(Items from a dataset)
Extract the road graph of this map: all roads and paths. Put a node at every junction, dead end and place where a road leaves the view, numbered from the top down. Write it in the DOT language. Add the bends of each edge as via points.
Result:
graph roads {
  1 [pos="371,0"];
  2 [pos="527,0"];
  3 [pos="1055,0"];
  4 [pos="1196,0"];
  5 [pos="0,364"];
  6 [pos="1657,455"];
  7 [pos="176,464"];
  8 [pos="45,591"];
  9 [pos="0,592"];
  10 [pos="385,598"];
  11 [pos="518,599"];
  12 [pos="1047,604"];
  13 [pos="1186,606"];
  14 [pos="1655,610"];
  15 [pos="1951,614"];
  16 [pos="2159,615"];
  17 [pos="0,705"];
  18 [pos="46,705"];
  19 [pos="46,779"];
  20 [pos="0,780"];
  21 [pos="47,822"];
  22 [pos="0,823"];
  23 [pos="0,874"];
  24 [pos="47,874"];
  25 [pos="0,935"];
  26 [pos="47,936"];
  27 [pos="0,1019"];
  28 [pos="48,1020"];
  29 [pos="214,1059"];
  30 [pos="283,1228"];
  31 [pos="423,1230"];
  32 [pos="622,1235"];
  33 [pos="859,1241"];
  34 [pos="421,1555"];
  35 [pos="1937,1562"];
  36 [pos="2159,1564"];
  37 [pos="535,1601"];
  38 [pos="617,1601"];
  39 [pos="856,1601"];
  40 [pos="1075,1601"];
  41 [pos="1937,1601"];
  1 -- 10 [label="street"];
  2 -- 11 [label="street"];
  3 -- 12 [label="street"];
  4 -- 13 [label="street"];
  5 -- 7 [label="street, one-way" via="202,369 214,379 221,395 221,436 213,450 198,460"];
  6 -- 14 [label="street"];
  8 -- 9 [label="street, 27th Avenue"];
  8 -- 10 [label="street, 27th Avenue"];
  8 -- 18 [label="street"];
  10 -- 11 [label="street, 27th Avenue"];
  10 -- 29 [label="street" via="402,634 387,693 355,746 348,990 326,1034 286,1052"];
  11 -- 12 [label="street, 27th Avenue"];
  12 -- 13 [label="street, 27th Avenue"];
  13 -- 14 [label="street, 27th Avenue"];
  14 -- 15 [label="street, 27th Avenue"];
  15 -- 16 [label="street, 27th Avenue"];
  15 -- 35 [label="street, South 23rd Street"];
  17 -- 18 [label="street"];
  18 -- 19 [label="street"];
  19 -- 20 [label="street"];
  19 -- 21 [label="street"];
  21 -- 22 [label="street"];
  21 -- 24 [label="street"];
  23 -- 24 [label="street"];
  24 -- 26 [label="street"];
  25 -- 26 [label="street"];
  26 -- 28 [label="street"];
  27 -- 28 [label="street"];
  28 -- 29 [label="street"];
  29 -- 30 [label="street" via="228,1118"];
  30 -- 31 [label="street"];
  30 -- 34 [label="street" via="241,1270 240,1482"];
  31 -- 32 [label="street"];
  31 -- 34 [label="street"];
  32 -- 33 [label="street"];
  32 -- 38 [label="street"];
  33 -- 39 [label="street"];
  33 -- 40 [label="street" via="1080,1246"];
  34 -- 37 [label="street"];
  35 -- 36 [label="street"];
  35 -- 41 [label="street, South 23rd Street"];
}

### What is needed
Every word of every entry must be returned as it appears.

### Your solution
Extract the road graph of this map: all roads and paths. Put a node at every junction, dead end and place where a road leaves the view, numbered from the top down. Write it in the DOT language. Add the bends of each edge as via points.
Result:
graph roads {
  1 [pos="371,0"];
  2 [pos="527,0"];
  3 [pos="1055,0"];
  4 [pos="1196,0"];
  5 [pos="0,364"];
  6 [pos="1657,455"];
  7 [pos="176,464"];
  8 [pos="45,591"];
  9 [pos="0,592"];
  10 [pos="385,598"];
  11 [pos="518,599"];
  12 [pos="1047,604"];
  13 [pos="1186,606"];
  14 [pos="1655,610"];
  15 [pos="1951,614"];
  16 [pos="2159,615"];
  17 [pos="0,705"];
  18 [pos="46,705"];
  19 [pos="46,779"];
  20 [pos="0,780"];
  21 [pos="47,822"];
  22 [pos="0,823"];
  23 [pos="0,874"];
  24 [pos="47,874"];
  25 [pos="0,935"];
  26 [pos="47,936"];
  27 [pos="0,1019"];
  28 [pos="48,1020"];
  29 [pos="214,1059"];
  30 [pos="283,1228"];
  31 [pos="423,1230"];
  32 [pos="622,1235"];
  33 [pos="859,1241"];
  34 [pos="421,1555"];
  35 [pos="1937,1562"];
  36 [pos="2159,1564"];
  37 [pos="535,1601"];
  38 [pos="617,1601"];
  39 [pos="856,1601"];
  40 [pos="1075,1601"];
  41 [pos="1937,1601"];
  1 -- 10 [label="street"];
  2 -- 11 [label="street"];
  3 -- 12 [label="street"];
  4 -- 13 [label="street"];
  5 -- 7 [label="street, one-way" via="202,369 214,379 221,395 221,436 213,450 198,460"];
  6 -- 14 [label="street"];
  8 -- 9 [label="street, 27th Avenue"];
  8 -- 10 [label="street, 27th Avenue"];
  8 -- 18 [label="street"];
  10 -- 11 [label="street, 27th Avenue"];
  10 -- 29 [label="street" via="402,634 387,693 355,746 348,990 326,1034 286,1052"];
  11 -- 12 [label="street, 27th Avenue"];
  12 -- 13 [label="street, 27th Avenue"];
  13 -- 14 [label="street, 27th Avenue"];
  14 -- 15 [label="street, 27th Avenue"];
  15 -- 16 [label="street, 27th Avenue"];
  15 -- 35 [label="street, South 23rd Street"];
  17 -- 18 [label="street"];
  18 -- 19 [label="street"];
  19 -- 20 [label="street"];
  19 -- 21 [label="street"];
  21 -- 22 [label="street"];
  21 -- 24 [label="street"];
  23 -- 24 [label="street"];
  24 -- 26 [label="street"];
  25 -- 26 [label="street"];
  26 -- 28 [label="street"];
  27 -- 28 [label="street"];
  28 -- 29 [label="street"];
  29 -- 30 [label="street" via="228,1118"];
  30 -- 31 [label="street"];
  30 -- 34 [label="street" via="241,1270 240,1482"];
  31 -- 32 [label="street"];
  31 -- 34 [label="street"];
  32 -- 33 [label="street"];
  32 -- 38 [label="street"];
  33 -- 39 [label="street"];
  33 -- 40 [label="street" via="1080,1246"];
  34 -- 37 [label="street"];
  35 -- 36 [label="street"];
  35 -- 41 [label="street, South 23rd Street"];
}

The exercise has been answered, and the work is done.